Your task: Could you transcribe all of the data word for word?

Data extracts:
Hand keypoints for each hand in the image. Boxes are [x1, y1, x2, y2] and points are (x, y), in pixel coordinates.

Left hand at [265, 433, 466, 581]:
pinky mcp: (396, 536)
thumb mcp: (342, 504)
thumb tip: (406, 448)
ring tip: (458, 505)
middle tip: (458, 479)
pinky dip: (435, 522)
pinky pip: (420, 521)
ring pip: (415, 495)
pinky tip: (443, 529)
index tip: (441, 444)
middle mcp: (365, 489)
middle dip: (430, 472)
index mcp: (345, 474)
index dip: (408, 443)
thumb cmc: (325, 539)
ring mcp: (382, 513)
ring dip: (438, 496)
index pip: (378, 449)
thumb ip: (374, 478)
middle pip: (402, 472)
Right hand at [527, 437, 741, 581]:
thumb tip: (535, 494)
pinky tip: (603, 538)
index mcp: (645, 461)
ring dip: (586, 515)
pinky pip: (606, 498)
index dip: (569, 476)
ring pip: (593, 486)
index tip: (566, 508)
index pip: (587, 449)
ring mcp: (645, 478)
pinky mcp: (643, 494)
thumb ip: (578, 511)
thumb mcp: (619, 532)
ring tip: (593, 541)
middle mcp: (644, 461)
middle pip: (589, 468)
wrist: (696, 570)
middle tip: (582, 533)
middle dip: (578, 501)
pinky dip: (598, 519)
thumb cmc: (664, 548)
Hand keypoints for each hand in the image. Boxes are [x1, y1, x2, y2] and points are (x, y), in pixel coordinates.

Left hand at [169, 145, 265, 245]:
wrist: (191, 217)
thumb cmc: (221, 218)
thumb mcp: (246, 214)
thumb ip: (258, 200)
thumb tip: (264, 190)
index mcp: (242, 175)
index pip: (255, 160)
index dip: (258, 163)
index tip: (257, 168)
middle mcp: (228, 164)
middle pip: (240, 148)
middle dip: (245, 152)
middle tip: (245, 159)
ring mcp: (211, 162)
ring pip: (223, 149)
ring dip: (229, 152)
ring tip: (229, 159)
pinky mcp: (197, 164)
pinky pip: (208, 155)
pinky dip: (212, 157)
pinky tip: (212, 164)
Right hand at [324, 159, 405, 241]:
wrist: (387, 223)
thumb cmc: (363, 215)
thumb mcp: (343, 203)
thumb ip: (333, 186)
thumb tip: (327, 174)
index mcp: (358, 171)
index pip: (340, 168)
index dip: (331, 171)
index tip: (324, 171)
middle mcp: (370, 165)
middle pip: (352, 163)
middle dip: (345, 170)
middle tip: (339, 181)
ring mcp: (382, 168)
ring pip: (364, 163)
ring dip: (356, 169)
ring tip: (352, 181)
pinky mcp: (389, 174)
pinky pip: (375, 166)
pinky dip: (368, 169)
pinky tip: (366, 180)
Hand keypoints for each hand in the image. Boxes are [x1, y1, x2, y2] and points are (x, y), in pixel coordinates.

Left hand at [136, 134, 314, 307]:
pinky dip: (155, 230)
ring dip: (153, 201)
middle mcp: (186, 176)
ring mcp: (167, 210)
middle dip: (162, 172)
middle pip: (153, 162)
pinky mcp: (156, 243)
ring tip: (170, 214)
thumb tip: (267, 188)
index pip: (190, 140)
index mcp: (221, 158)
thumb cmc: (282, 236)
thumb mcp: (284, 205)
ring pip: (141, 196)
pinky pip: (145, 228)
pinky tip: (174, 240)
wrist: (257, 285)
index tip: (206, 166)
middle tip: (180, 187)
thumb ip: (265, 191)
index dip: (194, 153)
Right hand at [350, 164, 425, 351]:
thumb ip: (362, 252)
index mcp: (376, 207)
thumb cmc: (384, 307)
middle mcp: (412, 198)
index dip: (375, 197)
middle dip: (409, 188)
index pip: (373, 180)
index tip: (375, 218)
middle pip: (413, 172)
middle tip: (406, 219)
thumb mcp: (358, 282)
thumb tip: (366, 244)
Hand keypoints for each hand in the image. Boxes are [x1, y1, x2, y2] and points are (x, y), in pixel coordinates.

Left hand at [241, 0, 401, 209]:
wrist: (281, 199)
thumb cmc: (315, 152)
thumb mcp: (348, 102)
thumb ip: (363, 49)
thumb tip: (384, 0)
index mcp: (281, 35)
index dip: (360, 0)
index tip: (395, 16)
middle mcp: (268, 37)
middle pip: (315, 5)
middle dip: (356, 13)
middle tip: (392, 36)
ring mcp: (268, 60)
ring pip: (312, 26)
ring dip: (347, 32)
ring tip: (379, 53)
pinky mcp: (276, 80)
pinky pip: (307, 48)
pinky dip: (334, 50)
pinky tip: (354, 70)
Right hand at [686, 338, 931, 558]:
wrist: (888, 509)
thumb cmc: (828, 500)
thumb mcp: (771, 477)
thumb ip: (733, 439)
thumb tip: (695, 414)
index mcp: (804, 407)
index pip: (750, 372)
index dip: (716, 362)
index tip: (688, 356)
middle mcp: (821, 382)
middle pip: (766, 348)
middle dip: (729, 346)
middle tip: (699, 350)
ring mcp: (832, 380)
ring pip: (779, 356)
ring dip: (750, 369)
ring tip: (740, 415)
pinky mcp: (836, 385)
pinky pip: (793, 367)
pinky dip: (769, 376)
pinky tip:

Answer section:
Hand keypoints for each hand in the image. Boxes are [x1, y1, x2, y2] and points are (x, y), in pixel coordinates.

Left hand at [265, 433, 466, 581]:
pinky mcp: (396, 536)
thumb mcp: (342, 504)
thumb tip: (406, 448)
ring tip: (458, 505)
middle tip: (458, 479)
pinky dip: (435, 522)
pinky pip: (420, 521)
ring pip: (415, 495)
pinky tip: (443, 529)
index tip: (441, 444)
middle mcp: (365, 489)
middle dip: (430, 472)
index mcp: (345, 474)
index dip: (408, 443)
thumb cmc: (325, 539)
ring mcp: (382, 513)
ring dip: (438, 496)
index pip: (378, 449)
thumb ip: (374, 478)
middle pip: (402, 472)
Right hand at [527, 437, 741, 581]:
thumb tip: (535, 494)
pinky tip: (603, 538)
index mcp: (645, 461)
ring dip: (586, 515)
pinky pip: (606, 498)
index dip: (569, 476)
ring pip: (593, 486)
index tip: (566, 508)
index pip: (587, 449)
ring mcp: (645, 478)
pinky mcp: (643, 494)
thumb ip: (578, 511)
thumb mcp: (619, 532)
ring tip: (593, 541)
middle mcp: (644, 461)
middle pip: (589, 468)
wrist: (696, 570)
middle tip: (582, 533)
middle dip: (578, 501)
pinky dip: (598, 519)
thumb cmc: (664, 548)
Hand keypoints for each hand in the image. Boxes are [x1, y1, x2, y2] and points are (x, y), in pixel coordinates.

Left hand at [169, 145, 265, 245]:
wrist: (191, 217)
thumb cmc: (221, 218)
thumb mcp: (246, 214)
thumb ip: (258, 200)
thumb tip: (264, 190)
index mcp: (242, 175)
index pip: (255, 160)
index dip: (258, 163)
index tip: (257, 168)
middle mcp: (228, 164)
middle pip: (240, 148)
middle dip: (245, 152)
middle tip: (245, 159)
ring mcp: (211, 162)
ring pip: (223, 149)
ring dip: (229, 152)
ring tip: (229, 159)
pinky mcp: (197, 164)
pinky pip: (208, 155)
pinky dip: (212, 157)
pinky tip: (212, 164)
Right hand at [324, 159, 405, 241]:
wrist: (387, 223)
thumb cmc: (363, 215)
thumb mcp: (343, 203)
thumb ip: (333, 186)
thumb tip: (327, 174)
index mcp: (358, 171)
index pip: (340, 168)
index dip: (331, 171)
index tip: (324, 171)
middle mcp: (370, 165)
middle pip: (352, 163)
middle dip: (345, 170)
middle tip: (339, 181)
ring mcp: (382, 168)
ring pip: (364, 163)
ring dip: (356, 169)
ring tip: (352, 181)
pinky mcp: (389, 174)
pinky pip: (375, 166)
pinky dip: (368, 169)
pinky tip: (366, 180)
Hand keypoints for each hand in the image. Boxes are [x1, y1, x2, y2] and points are (x, y), in pixel coordinates.

Left hand at [136, 134, 314, 307]:
pinky dip: (155, 230)
ring dip: (153, 201)
middle mcp: (186, 176)
ring mcp: (167, 210)
middle dip: (162, 172)
middle pip: (153, 162)
pinky mcp: (156, 243)
ring tip: (170, 214)
thumb tip: (267, 188)
index pip: (190, 140)
index mcp: (221, 158)
thumb cmc: (282, 236)
thumb mcp: (284, 205)
ring pip: (141, 196)
pinky pip: (145, 228)
pinky tip: (174, 240)
wrist: (257, 285)
index tip: (206, 166)
middle tip: (180, 187)
thumb ip: (265, 191)
index dip: (194, 153)
Right hand at [350, 164, 425, 351]:
thumb ip: (362, 252)
index mcp: (376, 207)
thumb cmc: (384, 307)
middle mcp: (412, 198)
index dip: (375, 197)
middle dip: (409, 188)
index pip: (373, 180)
index tip: (375, 218)
middle pip: (413, 172)
middle tip: (406, 219)
thumb mcp: (358, 282)
thumb tip: (366, 244)
Hand keypoints for each hand in the image. Boxes are [x1, y1, x2, y2] and points are (x, y), in pixel coordinates.

Left hand at [241, 0, 401, 209]:
wrist: (281, 199)
thumb cmc: (315, 152)
thumb mcp: (348, 102)
thumb ip: (363, 49)
thumb tip: (384, 0)
index mcp: (281, 35)
index dip: (360, 0)
index tip: (395, 16)
middle mcp: (268, 37)
middle pip: (315, 5)
middle dip: (356, 13)
middle tip: (392, 36)
ring mcp: (268, 60)
ring pip: (312, 26)
ring dip: (347, 32)
ring tip: (379, 53)
pinky mcp: (276, 80)
pinky pip: (307, 48)
pinky dip: (334, 50)
pinky tip: (354, 70)
Right hand at [686, 338, 931, 558]:
wrist: (888, 509)
thumb cmc: (828, 500)
thumb mcp: (771, 477)
thumb ip: (733, 439)
thumb tip: (695, 414)
index mcp: (804, 407)
index pip: (750, 372)
index dip: (716, 362)
index tip: (688, 356)
middle mcp: (821, 382)
middle pip: (766, 348)
middle dip: (729, 346)
middle tip: (699, 350)
ring mcp: (832, 380)
ring pip: (779, 356)
ring dip: (750, 369)
ring tip: (740, 415)
pinky mcp: (836, 385)
pinky pip: (793, 367)
pinky dip: (769, 376)
pinky tip:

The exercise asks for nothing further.